> **PROVIDED ENTRIES**
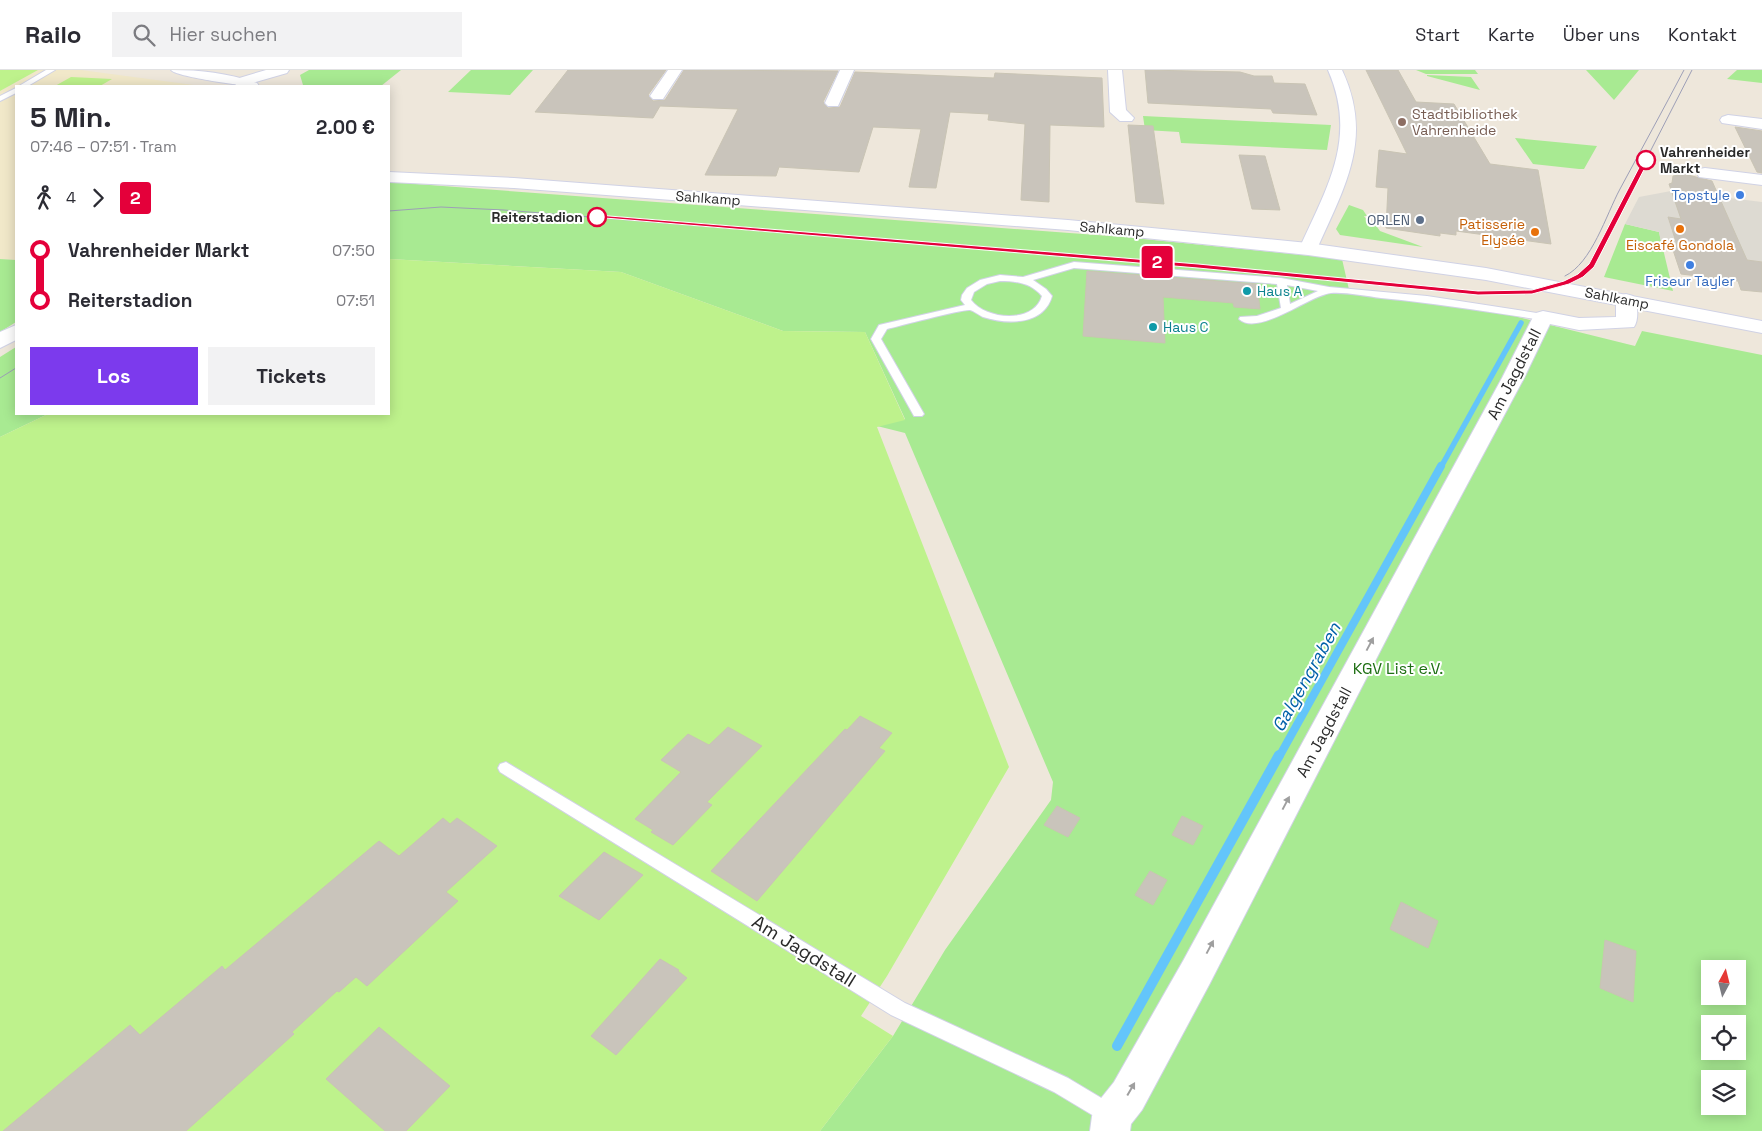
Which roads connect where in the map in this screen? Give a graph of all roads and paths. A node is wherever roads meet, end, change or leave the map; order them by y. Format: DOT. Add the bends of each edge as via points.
graph roads {
  1 [pos="51,70"];
  2 [pos="178,70"];
  3 [pos="282,70"];
  4 [pos="675,70"];
  5 [pos="847,70"];
  6 [pos="1114,70"];
  7 [pos="1335,70"];
  8 [pos="25,85"];
  9 [pos="247,85"];
  10 [pos="15,91"];
  11 [pos="658,96"];
  12 [pos="0,99"];
  13 [pos="833,103"];
  14 [pos="1126,118"];
  15 [pos="1728,120"];
  16 [pos="1762,124"];
  17 [pos="390,172"];
  18 [pos="1705,173"];
  19 [pos="390,177"];
  20 [pos="456,179"];
  21 [pos="1762,180"];
  22 [pos="1308,250"];
  23 [pos="1024,280"];
  24 [pos="1281,281"];
  25 [pos="1329,290"];
  26 [pos="1626,300"];
  27 [pos="972,306"];
  28 [pos="1286,309"];
  29 [pos="1543,317"];
  30 [pos="1244,319"];
  31 [pos="1762,327"];
  32 [pos="15,332"];
  33 [pos="0,342"];
  34 [pos="918,414"];
  35 [pos="506,768"];
  36 [pos="1111,1123"];
  1 -- 8 [label="lane"];
  2 -- 9 [label="street"];
  3 -- 9 [label="street"];
  4 -- 11 [label="street"];
  5 -- 13 [label="street"];
  6 -- 14 [label="street" via="1118,112"];
  7 -- 22 [label="street" via="1344,86 1349,106 1348,143 1333,192"];
  10 -- 12 [label="lane"];
  15 -- 16 [label="street"];
  17 -- 20 [label="street, Sahlkamp"];
  18 -- 21 [label="street"];
  19 -- 20 [label="street, Sahlkamp"];
  20 -- 22 [label="street, Sahlkamp" via="1068,225"];
  22 -- 26 [label="street, Sahlkamp" via="1486,274"];
  23 -- 24 [label="lane" via="1074,265"];
  23 -- 27 [label="lane" via="1000,278 978,283 967,294"];
  23 -- 27 [label="lane" via="1035,284 1047,296 1042,310 1020,318 1000,317 980,312"];
  24 -- 25 [label="lane"];
  24 -- 28 [label="lane"];
  25 -- 28 [label="lane, Am Jagdstall"];
  25 -- 29 [label="lane, Am Jagdstall" via="1427,299"];
  26 -- 29 [label="street, Am Jagdstall" via="1627,323 1579,324"];
  26 -- 31 [label="street, Sahlkamp"];
  27 -- 34 [label="lane" via="883,327 876,340"];
  28 -- 30 [label="lane, Am Jagdstall" via="1257,319"];
  36 -- 29 [label="street, Am Jagdstall, one-way" via="1196,973"];
  32 -- 33 [label="street"];
  35 -- 36 [label="lane, Am Jagdstall" via="898,1009 1062,1085"];
}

> **WHAT YOU SHOULD DO**
A word-for-word repetition of the data above, without pictures, is the expected answer.

> **FINAL ANSWER**
Which roads connect where in the map in this screen? Give a graph of all roads and paths. A node is wherever roads meet, end, change or leave the map; order them by y. Format: DOT. Add the bends of each edge as via points.
graph roads {
  1 [pos="51,70"];
  2 [pos="178,70"];
  3 [pos="282,70"];
  4 [pos="675,70"];
  5 [pos="847,70"];
  6 [pos="1114,70"];
  7 [pos="1335,70"];
  8 [pos="25,85"];
  9 [pos="247,85"];
  10 [pos="15,91"];
  11 [pos="658,96"];
  12 [pos="0,99"];
  13 [pos="833,103"];
  14 [pos="1126,118"];
  15 [pos="1728,120"];
  16 [pos="1762,124"];
  17 [pos="390,172"];
  18 [pos="1705,173"];
  19 [pos="390,177"];
  20 [pos="456,179"];
  21 [pos="1762,180"];
  22 [pos="1308,250"];
  23 [pos="1024,280"];
  24 [pos="1281,281"];
  25 [pos="1329,290"];
  26 [pos="1626,300"];
  27 [pos="972,306"];
  28 [pos="1286,309"];
  29 [pos="1543,317"];
  30 [pos="1244,319"];
  31 [pos="1762,327"];
  32 [pos="15,332"];
  33 [pos="0,342"];
  34 [pos="918,414"];
  35 [pos="506,768"];
  36 [pos="1111,1123"];
  1 -- 8 [label="lane"];
  2 -- 9 [label="street"];
  3 -- 9 [label="street"];
  4 -- 11 [label="street"];
  5 -- 13 [label="street"];
  6 -- 14 [label="street" via="1118,112"];
  7 -- 22 [label="street" via="1344,86 1349,106 1348,143 1333,192"];
  10 -- 12 [label="lane"];
  15 -- 16 [label="street"];
  17 -- 20 [label="street, Sahlkamp"];
  18 -- 21 [label="street"];
  19 -- 20 [label="street, Sahlkamp"];
  20 -- 22 [label="street, Sahlkamp" via="1068,225"];
  22 -- 26 [label="street, Sahlkamp" via="1486,274"];
  23 -- 24 [label="lane" via="1074,265"];
  23 -- 27 [label="lane" via="1000,278 978,283 967,294"];
  23 -- 27 [label="lane" via="1035,284 1047,296 1042,310 1020,318 1000,317 980,312"];
  24 -- 25 [label="lane"];
  24 -- 28 [label="lane"];
  25 -- 28 [label="lane, Am Jagdstall"];
  25 -- 29 [label="lane, Am Jagdstall" via="1427,299"];
  26 -- 29 [label="street, Am Jagdstall" via="1627,323 1579,324"];
  26 -- 31 [label="street, Sahlkamp"];
  27 -- 34 [label="lane" via="883,327 876,340"];
  28 -- 30 [label="lane, Am Jagdstall" via="1257,319"];
  36 -- 29 [label="street, Am Jagdstall, one-way" via="1196,973"];
  32 -- 33 [label="street"];
  35 -- 36 [label="lane, Am Jagdstall" via="898,1009 1062,1085"];
}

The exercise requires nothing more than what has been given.